The work-rate of Werner Kok is something special, although he offers much, much more than that
The work-rate of Blitzbok speedster
Werner Kok is something special, although he offers much, much more than that
There’s “rugby is a game of two halves”, “it’s not about me, it’s about the team”, “you have to win the set-piece battle first”, “you can’t just run the ball from everywhere” (a couple of words that make me cringe more than never-ending scrum resets).
And, if sarcasm could be vividly portrayed in text, I’d say that my favourite overused rugby phrase is “playing in the right areas of the field”.
And so we can go on and on.
Something that has also become somewhat of a cliché, or rather a frequently-expressed notion, is coaches’ appreciation for the work-rate that Sevens players who dabble in fifteens bring to the expanded game.
If you ask any fifteens coach what stands out about a Sevens player, you will be right almost every time if your guess was that he’d say “work-rate” or “work-ethic” (and conditioning, not sure which one wins here). And, however many times it’s been said – you really can’t underestimate the contribution that these men make in the 80-minute game.
So I’d say that it’s an acceptable thing to highlight, however many times that may be.
And, just like many other Sevens okes, the work-rate of Werner Kok is something special, although he offers much, much more than that.

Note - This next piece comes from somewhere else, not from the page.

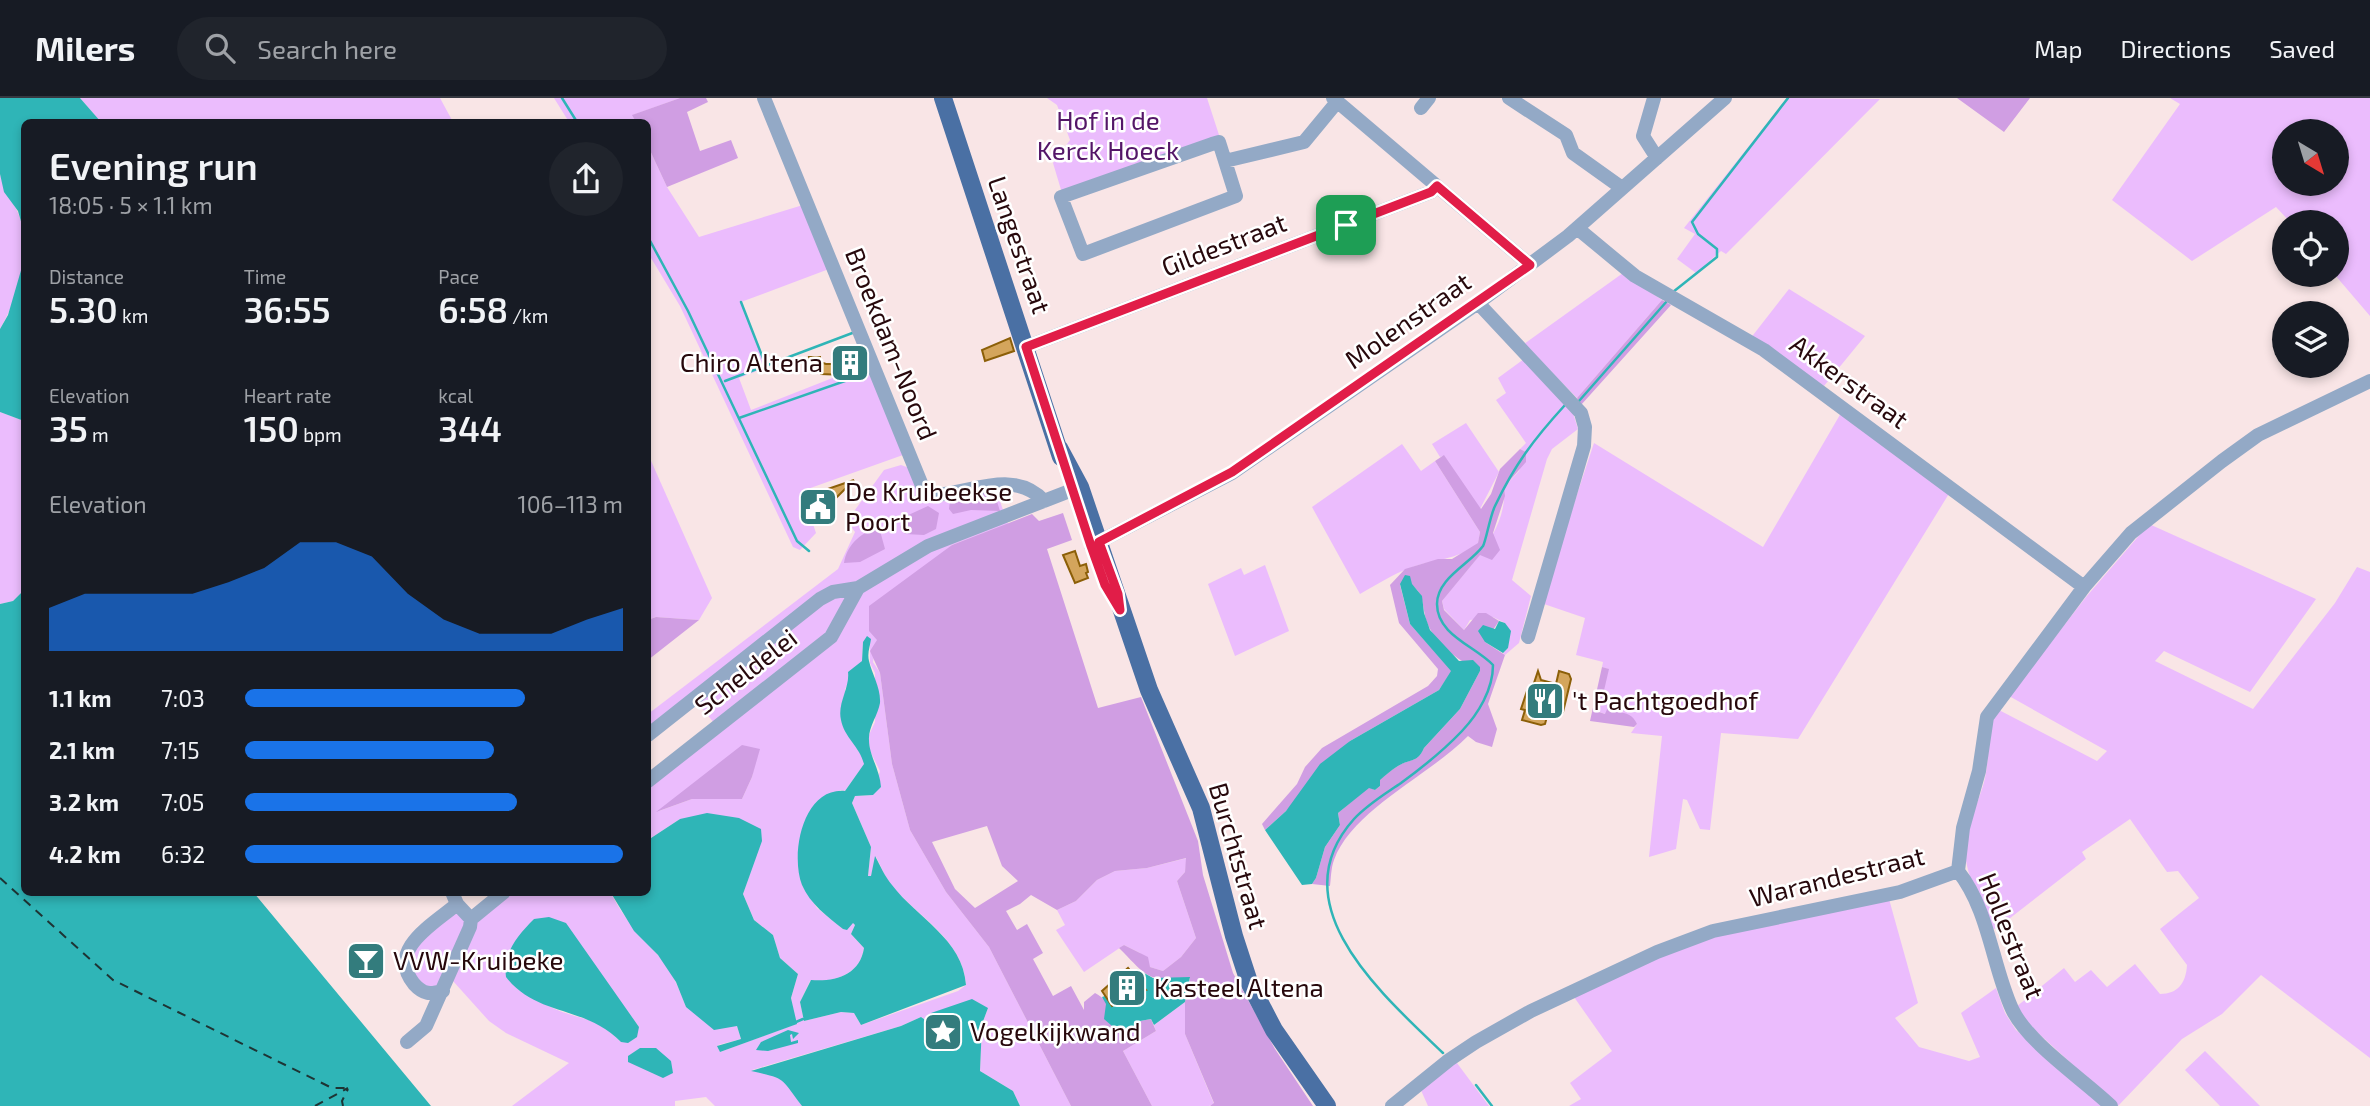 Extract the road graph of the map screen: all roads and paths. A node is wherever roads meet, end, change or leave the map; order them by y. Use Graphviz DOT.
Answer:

His performances are just one of the many Sevens treats we can expect to see at the Cape Town Stadium on Saturday and Sunday, when the Blitzboks will aim to make it two celebrations in a row after lifting the Cup in Dubai at the weekend.
The 24-year-old has showed what he brings to the game of rugby every time he’s got to wear the Western Province jersey during this year’s Currie Cup.
Yeah, that eagerness to get stuck in almost everywhere might have, at times, caused a bit of concern in terms of his positional play, but it’s been more good than bad.
After all, he did play inside centre for the Pumas at Under-18 level before making the move to Stellenbosch, and he kept an eye on the 15-man game by playing for Province’s Under-19 side.
But this weekend – when the Blitzboks look to go for gold at Cape Town Stadium after missing out in the final last year – it will be all about his Sevens arsenal when the 2015 World Rugby Sevens Player of the Year will again be a key man to watch.
Since making his international Sevens debut at the London Sevens in 2013, Kok was part of the team that won gold at the 2014 Commonwealth Games.
He was instrumental in the Blitzboks’ run in the 2014/15 season – which helped them finish second on the standings and gain automatic qualification to the Rio Olympics.
And just as he was a vital cog in the Springbok Sevens side in 2014, he was even bigger in 2015.
And, since then, not much has changed. His breakdown work, blistering pace, knack for smashing the opposition on defence (an activity he enjoys quite a bit) and strong carrying have become well-known gems, and it’s been a crucial part of the Springbok Sevens team’s many success stories.
And I don’t see that changing in the Mother City.
As always, Werner Kok will be one to watch this weekend, and that is a cliché worth repeating.